The water based formula is non-solvent, VOC free, non-wax, non-PTFE, and non-polymer. A truly unique product indeed.

The special formulation of hard resin and Siloxane can also perform light filling and cover small swirls or haze in the paint for those who haven't had their paint perfectly polished.

So given the fact that OVER COAT can be applied wet or dry (easy use like a quick detailer), it is designed as a sacrificial layer for ALL types of coatings, can be used on most areas of the car, is capable of light defect filling, and has crazy water beading characteristics…this will easily be the #1 seller in the Kamikaze line!

APPLICATION:

OVER COAT can be applied in a variety of ways, and without much effort at all. When drying the vehicle, either mist a few sprays directly onto the panel and dry as normal, or spray onto your waffle weave drying towel. You will quickly notice a slickness to the finish while drying.

If you choose to dry the vehicle first, then apply in a similar manner. On a dry car it is preferred to spray OVER COAT into your plush microfiber towel, then gently buff into the surface. A little bit goes a long way, and the 100ml bottle is capable of coating 8-10 cars!

The by-hand application can be done on either coated, or non-coated vehicles.

And for an advanced method (ONLY on non-coated cars), you can apply OVER COAT by machine using a soft finishing pad, and slow machine speed. This application method will increase durability, and will do a better job of filling in fine hairline defects.

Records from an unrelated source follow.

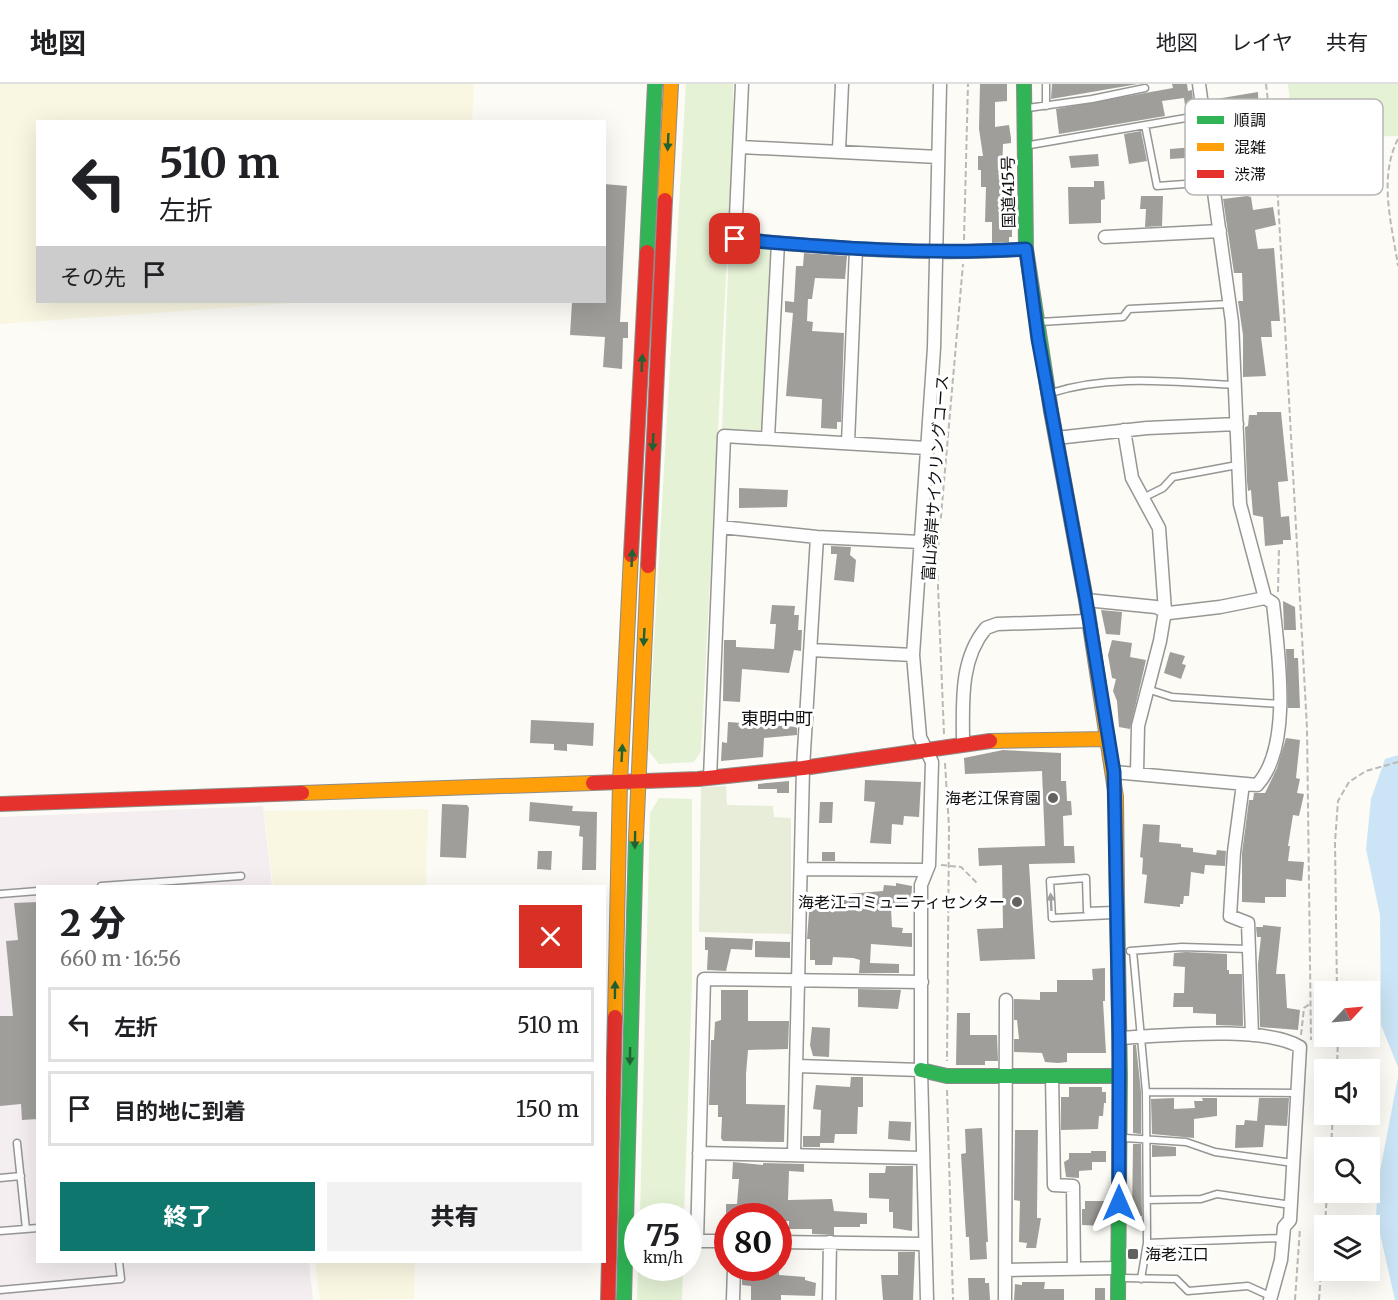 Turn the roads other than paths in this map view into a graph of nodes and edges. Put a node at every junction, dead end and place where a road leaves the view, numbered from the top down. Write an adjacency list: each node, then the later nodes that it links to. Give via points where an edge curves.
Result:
1 (655, 84): 57 (main road, one-way to 1)
2 (670, 84): 58 (main road, one-way to 58)
3 (742, 84): 16 (street)
4 (842, 84): 17 (street)
5 (940, 84): 18 (street)
6 (1024, 84): 12 (main road, 国道415号)
7 (1046, 84): 11 (lane)
8 (1199, 84): 10 (street)
9 (1145, 88): 11 (lane)
10 (1201, 99)
11 (1046, 106): 12 (lane)
12 (1024, 108): 15 (main road, 国道415号)
13 (1185, 117): 14 (lane)
14 (1145, 125): 15 (lane); 19 (lane, via 1157,186)
15 (1024, 146): 25 (main road, 国道415号)
16 (741, 147): 17 (street); 23 (street, via 735,239)
17 (839, 150): 18 (street)
18 (938, 157): 26 (street)
19 (1185, 184)
20 (1216, 195): 21 (street)
21 (1220, 231): 22 (street); 27 (street)
22 (1105, 237)
23 (778, 243): 24 (street); 33 (street)
24 (856, 249): 26 (street); 35 (street)
25 (1026, 249): 26 (street); 28 (main road, 国道415号)
26 (943, 251): 36 (street)
27 (1229, 304): 28 (lane, via 1129,309 1123,317); 29 (street)
28 (1036, 322): 30 (main road, 国道415号)
29 (1235, 385): 30 (lane, via 1133,380 1071,386); 31 (street)
30 (1048, 393): 34 (main road, 国道415号)
31 (1237, 424): 32 (street); 37 (street)
32 (1124, 430): 34 (street); 38 (street, via 1132,478)
33 (768, 438): 35 (street); 39 (street, via 723,436)
34 (1056, 438): 42 (main road, 国道415号)
35 (848, 442): 36 (street)
36 (926, 448): 41 (street)
37 (1237, 465): 38 (lane, via 1173,477 1163,488); 43 (street, via 1240,504)
38 (1143, 498): 44 (street, via 1159,528)
39 (721, 527): 40 (street); 56 (street)
40 (817, 537): 41 (street); 46 (street)
41 (920, 542): 47 (street)
42 (1086, 600): 44 (street); 45 (main road, 国道415号)
43 (1269, 600): 44 (street); 49 (street)
44 (1166, 611): 48 (street)
45 (1089, 621): 50 (main road, 国道415号); 51 (street, via 997,624 986,628 968,663 964,681)
46 (811, 650): 47 (street); 53 (street)
47 (914, 655): 52 (street, via 920,737)
48 (1147, 689): 49 (lane, via 1172,697); 55 (street, via 1138,726)
49 (1281, 705): 59 (street, via 1266,775 1257,784)
50 (1108, 739): 51 (main road, via 1058,737); 54 (main road, 国道415号)
51 (963, 744): 52 (main road)
52 (927, 749): 53 (main road); 61 (street, via 932,762)
53 (803, 768): 56 (main road); 62 (street)
54 (1114, 772): 55 (street); 67 (main road, 国道415号)
55 (1137, 773): 59 (street)
56 (710, 778): 58 (main road)
57 (620, 782): 58 (main road); 60 (main road); 112 (main road, one-way to 57)
58 (637, 782): 113 (main road, one-way to 113)
59 (1243, 784): 68 (street, via 1230,916 1248,923)
60 (0, 804)
61 (928, 867): 62 (street); 72 (street, via 921,885)
62 (801, 869): 71 (street)
63 (240, 876): 64 (lane)
64 (115, 885)
65 (36, 891): 66 (lane)
66 (0, 894)
67 (1116, 912): 67 (lane, one-way to 67, via 1052,918 1050,881 1086,878 1087,911); 70 (main road, 国道415号)
68 (1249, 949): 69 (lane, via 1182,947); 74 (street)
69 (1133, 951): 70 (lane); 75 (lane)
70 (1117, 952): 76 (main road, 国道415号)
71 (799, 982): 72 (street); 77 (street); 87 (street, via 704,979)
72 (922, 982): 78 (street)
73 (1006, 1000): 79 (street)
74 (1252, 1035): 75 (street); 83 (street, via 1305,1047)
75 (1143, 1037): 76 (street); 82 (lane)
76 (1119, 1038): 81 (main road, 国道415号)
77 (797, 1066): 78 (street); 88 (street)
78 (933, 1070): 79 (main road); 89 (street)
79 (1005, 1076): 80 (main road); 106 (street)
80 (1052, 1076): 81 (main road); 105 (street, via 1054,1185 1072,1186)
81 (1120, 1076): 84 (main road, 国道415号)
82 (1146, 1092): 83 (lane); 85 (lane)
83 (1297, 1093): 90 (street)
84 (1119, 1138): 85 (lane); 107 (main road, 国道415号)
85 (1146, 1140): 90 (lane, via 1186,1142 1215,1152); 93 (lane)
86 (17, 1143): 91 (lane)
87 (699, 1153): 88 (street); 99 (street, via 697,1241)
88 (794, 1154): 89 (street)
89 (922, 1158): 103 (street)
90 (1293, 1163): 94 (street)
91 (21, 1176): 92 (lane); 96 (lane)
92 (0, 1178)
93 (1147, 1200): 94 (lane, via 1201,1199 1217,1194); 102 (lane)
94 (1290, 1205): 98 (street, via 1290,1220 1284,1227)
95 (36, 1228): 96 (lane)
96 (26, 1229): 97 (lane)
97 (0, 1231)
98 (1283, 1238): 102 (lane); 111 (street)
99 (714, 1241)
100 (792, 1242): 101 (street)
101 (830, 1242): 103 (street); 115 (street)
102 (1147, 1243): 108 (lane)
103 (924, 1244): 116 (street)
104 (119, 1263): 110 (lane, via 122,1279)
105 (1074, 1269): 106 (street); 107 (street)
106 (1006, 1270): 117 (street)
107 (1118, 1273): 108 (lane); 118 (main road, 国道415号)
108 (1141, 1279): 111 (lane, via 1176,1279 1188,1291 1248,1286)
109 (734, 1281): 114 (street)
110 (0, 1290)
111 (1270, 1298)
112 (608, 1300)
113 (624, 1300)
114 (734, 1300)
115 (829, 1300)
116 (927, 1300)
117 (1005, 1300)
118 (1118, 1300)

If you do find any light water spotting on a vehicle topped with OVER COAT, just use the WATER SPOT REMOVER by KAMIKAZE, and then re-apply a fresh coat of OVER COAT on the affected areas…quite simple!

OVER COAT by KAMIKAZE is the easiest way to protect your coated vehicle, and it serves as a great maintenance program to get the most out of your coating's durability and gloss. And if you like extreme hydrophobic / water beading properties, you'll be hard pressed to find anything as good and easy to use.

I did a few tests with the Kamikaze Overcoat from straight application, to wet application and even gave the advanced method a go.

First impressions just holding the aluminum Kamikaze bottle is that it gives of a premium feel much akin to a high end cosmetics packaging.

First test I did was using a test bonnet that I have at home I was keen to test out its light filling abilities so tried it against some wax and another sealant.

Taped up and ready to go










Overcoat










Panel was left uncorrected just given a clean and IPA wiped own to observe the results.

This pics shows the original swirling present sorry I am still bad at taking these shots










The next few pics show the results following the application of the various types of protection

Overcoat










Wax










Other sealant










Although it's hard to see I would prob rank in order for filling and darkening ability as
1. Overcoat
2. Other sealant 
3. Wax

Here's a bad vid of water behavior on the test panel






Here's an actual vid from Kamikaze






Next up dry application as shown in the video and same as any other sealant spray on buff and wipe off with a suitable MF.



















Application was easy and the glided over the paintwork nicely no streaking was noticed and gave nice gloss and crisp reflection.

Next I tried the wet application method on my car as it has incurred wash marring and additional spiderwebbing following its hail damage repair session from its trip to the PDR shop. Decided to use Overcoat in the interim before I have time to correct and recoat the car again

Car was foamed then washed using 2BM then rinsed before applying Overcoat panel by panel while drying and here are the results.





































Beading



















2 weeks post no wash










Rewashed beading back to norm





































Quick YouTube vid showing its application and characteristics






Lastly I did a quick test of the advanced method using machine application. Test panel prepped and taped. Overcoat was applied using black 3" CCS on a DAS6 Pro on speed 1.























































Overall machine application did well filling a majority of swirls.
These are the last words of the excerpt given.